Fig. 2. Models of cellular transport.

(A) The organization of the immune synapse macromolecular domains. Microclusters are generated in the periphery in the pSMAC and dSMAC, and then flow into the cSMAC. (B) A slice through the immune synapse domains showing the branched actin network. F-actin density is highest in the peripheral SMAC zones. As a result, the cytosolic pore size is inversely proportional to the distance from the center of the synapse. Due to the small pore size in the pSMAC, signaling complexes are efficiently coupled to retrograde actin flow. (C) A proposed, simplified map of hydrostatic pressure across the synapse. (D) As signaling complexes centralize, they are simultaneously subjected to retrograde actin flow toward the cSMAC and anterograde fluid flow through the poroelastic media toward the periphery of the cell. (E) The two forces counteract each other, modulating the flow of solid material through the cell in a size-dependent manner.
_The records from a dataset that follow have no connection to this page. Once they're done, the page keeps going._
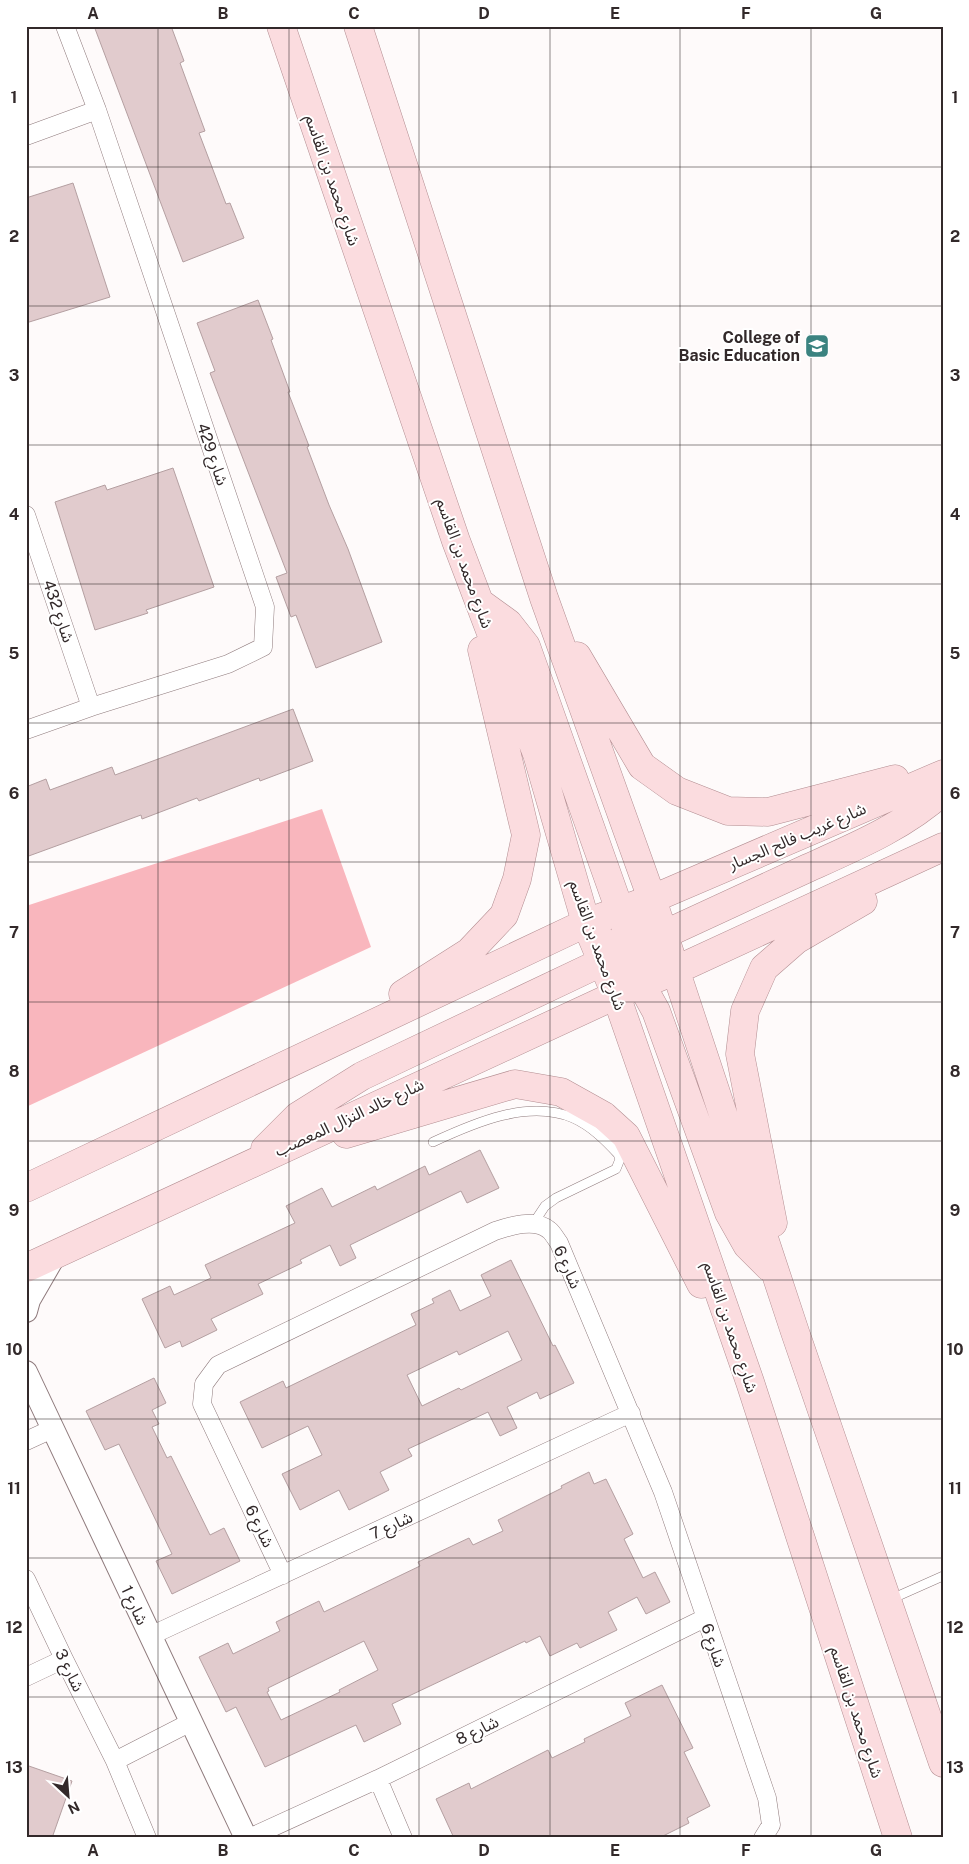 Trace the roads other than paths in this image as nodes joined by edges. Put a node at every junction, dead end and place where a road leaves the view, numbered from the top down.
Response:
1 (65, 26) edge
2 (281, 26) edge
3 (358, 26) edge
4 (97, 110) junction
5 (26, 136) edge
6 (26, 515) edge
7 (456, 542) junction
8 (544, 598) junction
9 (479, 602) junction
10 (91, 706) junction
11 (26, 730) edge
12 (943, 767) edge
13 (943, 774) edge
14 (943, 791) edge
15 (943, 847) edge
16 (943, 854) edge
17 (652, 899) junction
18 (621, 912) junction
19 (586, 923) junction
20 (632, 956) junction
21 (674, 971) junction
22 (616, 995) junction
23 (306, 1056) junction
24 (433, 1142) dead end
25 (251, 1162) junction
26 (26, 1188) edge
27 (533, 1224) junction
28 (55, 1255) junction
29 (26, 1268) edge
30 (774, 1271) junction
31 (26, 1311) edge
32 (794, 1332) junction
33 (26, 1372) edge
34 (750, 1382) junction
35 (631, 1413) junction
36 (52, 1429) junction
37 (26, 1441) edge
38 (283, 1575) junction
39 (943, 1576) edge
40 (26, 1579) edge
41 (887, 1601) junction
42 (705, 1618) junction
43 (150, 1636) junction
44 (64, 1660) junction
45 (26, 1677) edge
46 (191, 1722) junction
47 (115, 1761) junction
48 (943, 1763) edge
49 (378, 1779) junction
50 (147, 1838) edge
51 (247, 1838) edge
52 (403, 1838) edge
53 (763, 1838) edge
54 (898, 1838) edge

1 - 4 street, شارع 429
2 - 7 main road, شارع محمد بن القاسم
3 - 8 main road
4 - 5 street
4 - 10 street, شارع 429
6 - 10 street, شارع 432
7 - 9 main road, شارع محمد بن القاسم
7 - 23 main road
8 - 12 main road
8 - 17 main road
9 - 18 main road
9 - 19 main road, شارع محمد بن القاسم
10 - 11 street, شارع 429
13 - 17 main road, شارع غريب فالح الجسار
14 - 20 main road
15 - 21 main road
16 - 32 main road
17 - 18 main road
17 - 20 main road
18 - 19 main road
18 - 20 main road
19 - 20 main road, شارع محمد بن القاسم
19 - 23 main road
20 - 21 main road, شارع خالد النزال المعصب
20 - 21 main road, شارع محمد بن القاسم
20 - 22 main road, شارع محمد بن القاسم
20 - 22 main road, شارع خالد النزال المعصب
20 - 25 main road
20 - 30 main road
21 - 30 main road, شارع محمد بن القاسم
22 - 25 main road, شارع خالد النزال المعصب
22 - 34 main road, شارع محمد بن القاسم
23 - 26 main road
24 - 27 lane
25 - 28 main road, شارع خالد النزال المعصب
25 - 34 main road
27 - 35 street, شارع 6
27 - 38 street, شارع 6
28 - 29 main road, شارع خالد النزال المعصب
28 - 31 street
30 - 32 main road, شارع محمد بن القاسم
32 - 41 main road, شارع محمد بن القاسم
33 - 36 street, شارع 1
34 - 54 main road, شارع محمد بن القاسم
35 - 38 street, شارع 7
35 - 42 street, شارع 6
36 - 37 street
36 - 43 street, شارع 1
38 - 43 street, شارع 7
39 - 41 lane
40 - 44 street, شارع 3
41 - 48 main road, شارع محمد بن القاسم
42 - 49 street, شارع 8
42 - 53 street, شارع 6
43 - 46 street, شارع 1
44 - 45 street
44 - 47 street, شارع 3
46 - 47 street
46 - 51 street, شارع 1
47 - 50 street, شارع 3
49 - 51 street, شارع 8
49 - 52 street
The balance of these two forces regulates the speed and direction of protein complex movement. Large complexes, such as TCRs microclusters, segregate into the interior region with a larger cytosolic pore size. Intermediate size complexes, such as LAT and integrin microclusters, are coupled to actin retrograde flow in the pSMAC but are unstable in the cSMAC. Very small particles, such as actin monomers, are driven by hydrostatic pressure to the edge of the synapse as in migrating cells, allowing continuous actin treadmilling.